UNITED STATES OF AMERICA

v.

WILLIAM D. MORGAN, APPELLANT 1978.CDC.82 DATE DECIDED: JUNE 7, 1978



Before BAZELON, McGOWAN and MacKINNON, Circuit Judges.

UNITED STATES COURT OF APPEALS, DISTRICT OF COLUMBIA CIRCUIT

Appeal from the United States District Court for the District of Columbia (D.C. Criminal 77-00077).

APPELLATE PANEL:

Opinion for the Court filed by Circuit Judge BAZELON.

Concurring opinion filed by Circuit Judge MacKINNON.

DECISION OF THE COURT DELIVERED BY THE HONORABLE JUDGE BAZELON

Appellant, William Morgan, was found guilty by a jury of possessing phenmetrazine with intent to distribute in violation of 21 U.S.C. 841(a) (1970). We agree with his contention that the trial judge erred in excluding certain evidence from the jury. I

On January 6, 1977, officers of the Metropolitan Police Department obtained a warrant to search for illegal drugs in a single-family dwelling in Northwest Washington, D.C. The warrant was issued upon the affidavit of Detective Mathis, stating that a reliable informant had advised him that a black male, age 22 to 24 and known as "Timmy," was selling drugs from inside the house; that "within the past 48 hours" Mathis had gone to the house with the informant and waited outside while the informant made a "controlled" buy; that upon rejoining Mathis, the informant handed him some pink pills, later identified as phenmetrazine; and that the informant said he had purchased these pills from Timmy.

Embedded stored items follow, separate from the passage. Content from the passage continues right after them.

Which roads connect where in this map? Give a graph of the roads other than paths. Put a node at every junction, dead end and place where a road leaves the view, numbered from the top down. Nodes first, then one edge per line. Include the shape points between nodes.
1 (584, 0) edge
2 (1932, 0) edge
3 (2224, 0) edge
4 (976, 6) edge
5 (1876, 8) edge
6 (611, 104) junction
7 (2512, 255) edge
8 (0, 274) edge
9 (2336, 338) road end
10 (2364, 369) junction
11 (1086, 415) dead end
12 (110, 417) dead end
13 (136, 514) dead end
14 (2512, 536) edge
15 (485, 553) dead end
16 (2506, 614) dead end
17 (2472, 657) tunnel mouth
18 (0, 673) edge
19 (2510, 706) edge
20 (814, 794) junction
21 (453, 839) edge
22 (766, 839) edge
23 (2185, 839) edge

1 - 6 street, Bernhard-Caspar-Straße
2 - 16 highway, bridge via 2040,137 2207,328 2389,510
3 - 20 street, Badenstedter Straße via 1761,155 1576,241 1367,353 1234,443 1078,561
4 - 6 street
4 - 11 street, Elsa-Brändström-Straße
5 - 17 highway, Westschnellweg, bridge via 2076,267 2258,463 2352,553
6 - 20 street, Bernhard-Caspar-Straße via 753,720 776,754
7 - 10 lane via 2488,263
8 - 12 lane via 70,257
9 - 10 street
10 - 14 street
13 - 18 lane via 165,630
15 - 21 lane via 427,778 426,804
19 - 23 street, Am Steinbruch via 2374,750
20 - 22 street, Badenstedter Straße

When the officers arrived at the house at 10 p.m. to execute the warrant, they did not find Timmy but instead came across appellant and four other persons in the front hallway. Tr. 8, 250, 256. Appellant was holding the leash on a snarling German shepherd. According to the officers, appellant immediately reached in his pocket with his free hand, grabbed some pink pills, threw them on the floor, and started to mash them with his foot. Tr. 8. Detective Mathis managed to recover intact twelve of the pills, *fn1 which subsequently were determined to be phenmetrazine. A search of the basement resulted in seizure of seventy-seven additional such pills and $30 cash, found in a shaving kit secreted in a hole in the ceiling, Tr. 17; $4,280 cash, found in a fuse box, Tr. 42; $410 cash, found in a dresser drawer, Tr. 15; the birth certificate of a Kelsey Etheridge, found in an unidentified article of clothing on a chair, Tr. 265; and Etheridge's school identification, found on top of a television, Tr. 266. No fingerprints were taken from any of these particular items, Tr. 47-48, and no fingerprints were introduced at trial. Besides appellant, at least six other persons were in the house when the police arrived, Tr. 123-124, 250, including the four who were in the hallway.

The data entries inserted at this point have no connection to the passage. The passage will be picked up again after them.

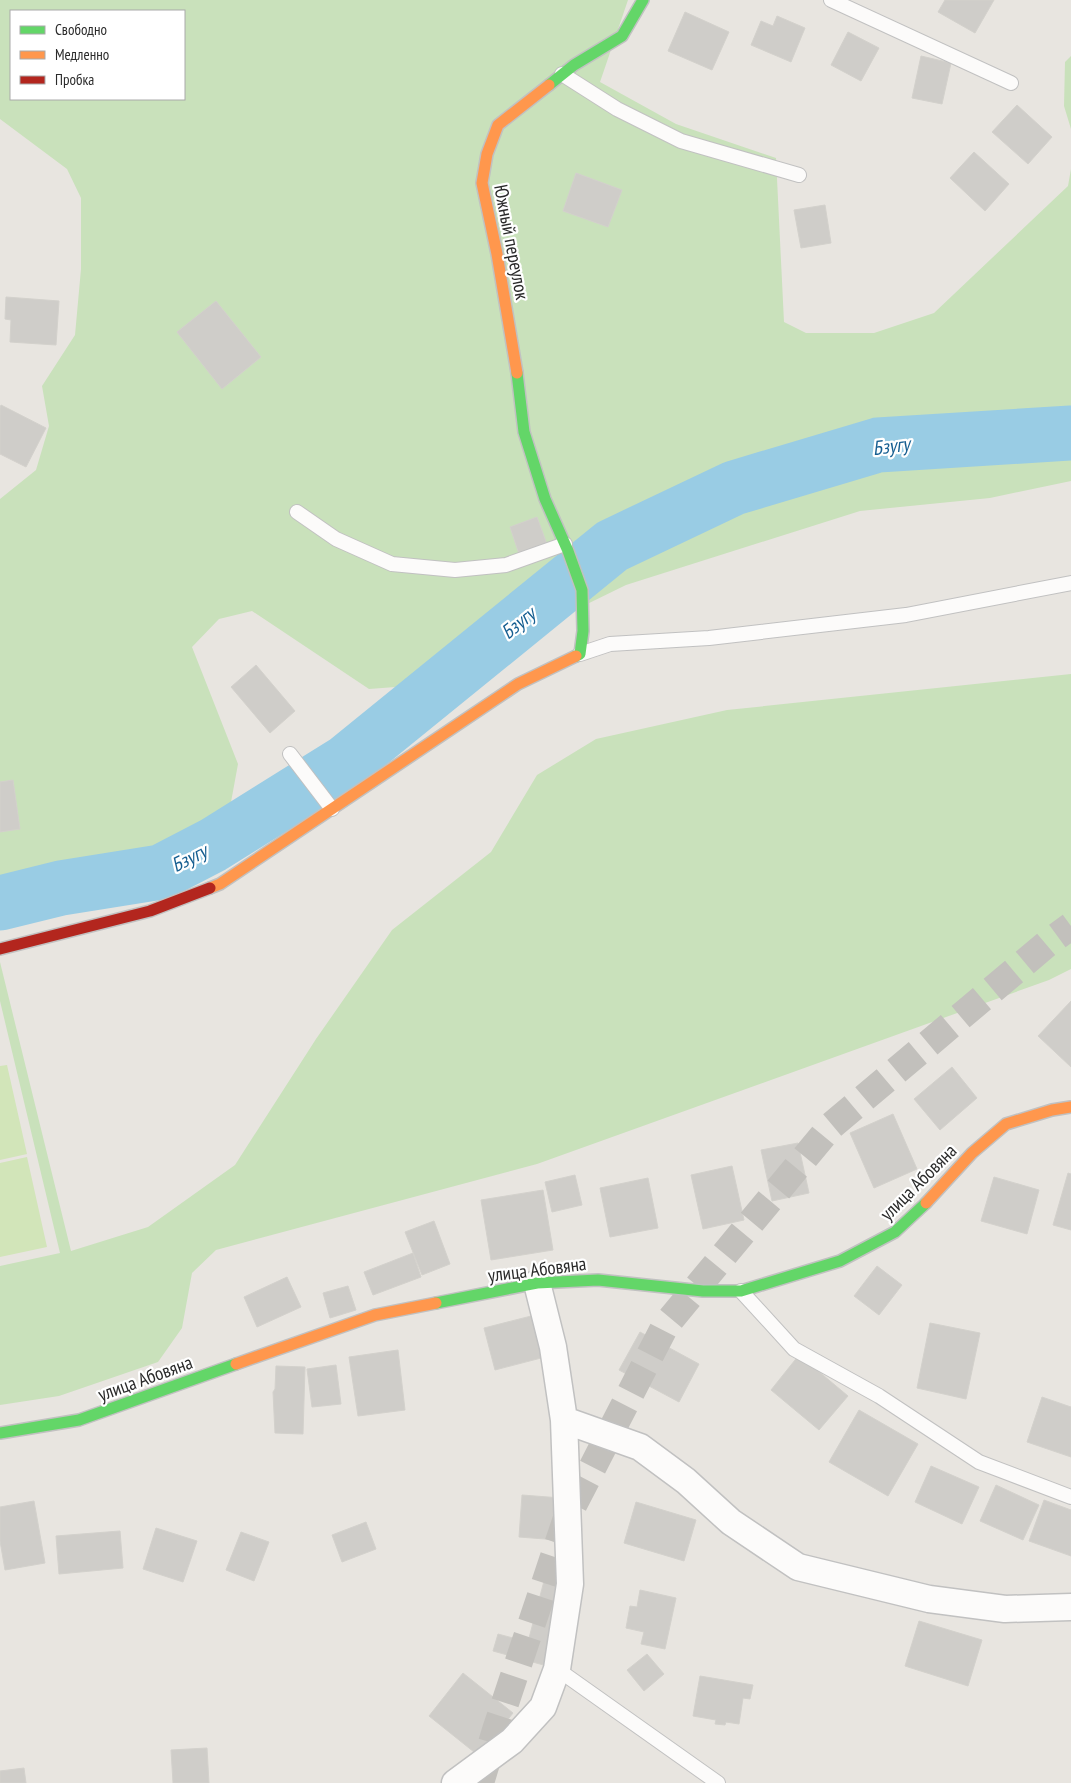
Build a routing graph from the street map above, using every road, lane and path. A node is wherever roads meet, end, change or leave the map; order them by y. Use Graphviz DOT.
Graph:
graph roads {
  1 [pos="643,0"];
  2 [pos="830,0"];
  3 [pos="562,74"];
  4 [pos="1011,83"];
  5 [pos="799,175"];
  6 [pos="297,512"];
  7 [pos="567,548"];
  8 [pos="1071,584"];
  9 [pos="580,654"];
  10 [pos="290,754"];
  11 [pos="332,809"];
  12 [pos="0,949"];
  13 [pos="1071,1107"];
  14 [pos="537,1283"];
  15 [pos="740,1291"];
  16 [pos="564,1420"];
  17 [pos="0,1433"];
  18 [pos="1071,1497"];
  19 [pos="1071,1607"];
  20 [pos="557,1670"];
  21 [pos="455,1783"];
  22 [pos="718,1783"];
  1 -- 3 [label="street, Южный переулок"];
  2 -- 4 [label="lane"];
  3 -- 5 [label="lane"];
  3 -- 7 [label="street, Южный переулок"];
  6 -- 7 [label="lane"];
  7 -- 9 [label="street, Южный переулок"];
  8 -- 9 [label="lane"];
  9 -- 11 [label="street"];
  10 -- 11 [label="lane"];
  11 -- 12 [label="street"];
  13 -- 15 [label="street, улица Абовяна"];
  14 -- 15 [label="street, улица Абовяна"];
  14 -- 16 [label="street"];
  14 -- 17 [label="street, улица Абовяна"];
  15 -- 18 [label="lane"];
  16 -- 19 [label="street"];
  16 -- 20 [label="street"];
  20 -- 21 [label="street"];
  20 -- 22 [label="lane"];
}
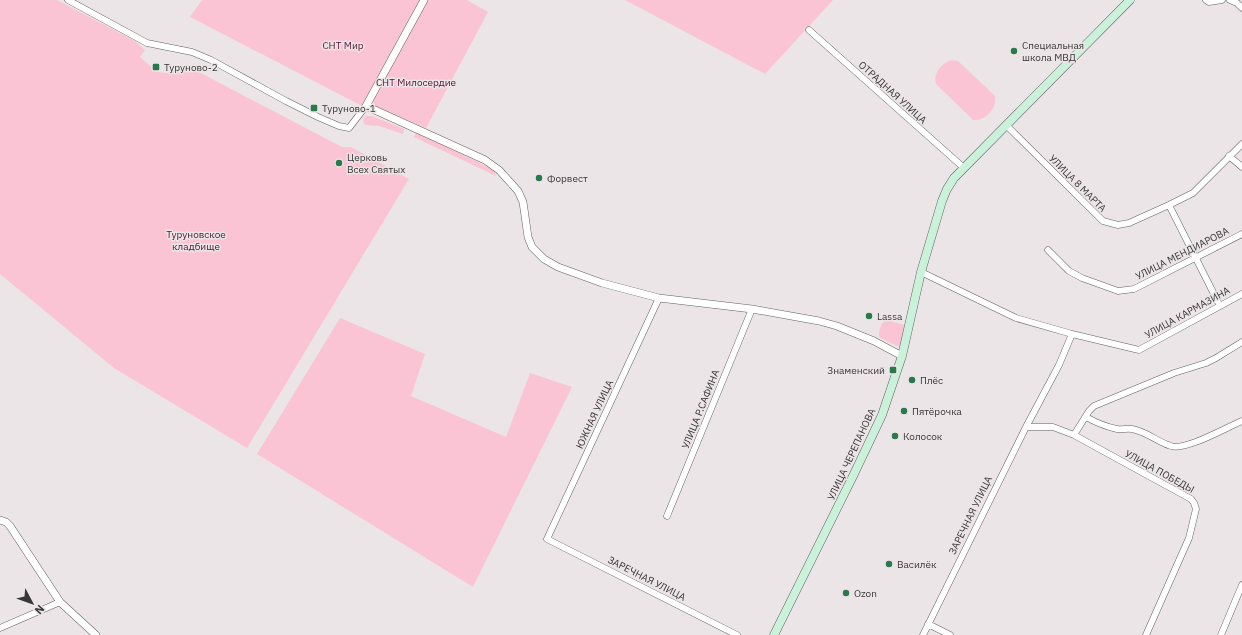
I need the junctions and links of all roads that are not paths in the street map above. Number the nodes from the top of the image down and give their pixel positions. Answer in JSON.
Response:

At trial, the government sought to connect appellant not merely with the twelve pills seized from the floor in the hallway but also with the seventy-seven pills and $4,280 cash found in the basement. The owner of the house, Mrs. McKnight, testified that she had known appellant for about two years and that he came to her home daily to feed and exercise her dogs, which were chained in the basement. Tr. 57-62. Appellant, she said, was the only person regularly in the house who was not afraid of the dogs. Tr. 60. She also stated, however, that with the exception of Etheridge, who used the basement bathroom, no one had lived in the basement since October 1976. *fn2 Tr. 61-63.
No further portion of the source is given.